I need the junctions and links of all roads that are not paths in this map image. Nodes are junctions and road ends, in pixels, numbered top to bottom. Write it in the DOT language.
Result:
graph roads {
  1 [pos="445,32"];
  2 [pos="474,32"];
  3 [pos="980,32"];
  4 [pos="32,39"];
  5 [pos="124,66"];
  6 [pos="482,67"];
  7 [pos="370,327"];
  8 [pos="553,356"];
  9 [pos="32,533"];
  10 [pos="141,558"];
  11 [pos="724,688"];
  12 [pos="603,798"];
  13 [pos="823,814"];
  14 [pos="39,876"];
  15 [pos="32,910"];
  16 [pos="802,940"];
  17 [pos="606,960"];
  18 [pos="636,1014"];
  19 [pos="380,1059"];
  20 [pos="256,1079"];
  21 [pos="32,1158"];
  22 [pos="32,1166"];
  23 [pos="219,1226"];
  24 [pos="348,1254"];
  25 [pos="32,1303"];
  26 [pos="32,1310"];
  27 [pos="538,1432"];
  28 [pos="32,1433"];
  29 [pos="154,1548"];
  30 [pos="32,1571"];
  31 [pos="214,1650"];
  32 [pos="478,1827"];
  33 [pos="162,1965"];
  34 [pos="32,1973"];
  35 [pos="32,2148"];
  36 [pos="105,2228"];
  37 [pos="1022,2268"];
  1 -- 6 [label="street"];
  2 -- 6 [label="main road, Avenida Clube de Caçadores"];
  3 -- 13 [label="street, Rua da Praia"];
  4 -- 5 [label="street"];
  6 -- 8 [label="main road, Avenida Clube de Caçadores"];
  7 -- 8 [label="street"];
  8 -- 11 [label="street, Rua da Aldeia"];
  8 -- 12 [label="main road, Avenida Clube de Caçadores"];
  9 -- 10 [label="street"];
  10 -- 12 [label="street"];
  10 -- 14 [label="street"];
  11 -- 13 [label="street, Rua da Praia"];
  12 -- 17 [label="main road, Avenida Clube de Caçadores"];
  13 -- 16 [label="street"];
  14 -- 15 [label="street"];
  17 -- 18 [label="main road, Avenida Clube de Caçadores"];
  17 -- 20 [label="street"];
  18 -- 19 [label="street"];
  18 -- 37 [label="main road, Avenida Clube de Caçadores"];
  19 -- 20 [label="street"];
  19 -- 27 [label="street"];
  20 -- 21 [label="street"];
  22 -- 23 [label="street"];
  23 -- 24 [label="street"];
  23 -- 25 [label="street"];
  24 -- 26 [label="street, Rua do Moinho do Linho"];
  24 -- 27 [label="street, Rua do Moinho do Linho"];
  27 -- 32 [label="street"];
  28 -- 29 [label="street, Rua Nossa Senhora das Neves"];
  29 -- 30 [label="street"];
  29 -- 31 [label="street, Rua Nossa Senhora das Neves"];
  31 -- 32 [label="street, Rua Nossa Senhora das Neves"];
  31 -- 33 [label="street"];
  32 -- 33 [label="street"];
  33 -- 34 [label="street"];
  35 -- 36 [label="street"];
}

== == ==

*PROMPT*
Give the number of lines in the records that contain the word "roads", and write nothing else.

*SOLUTION FOR THIS PROBLEM*
2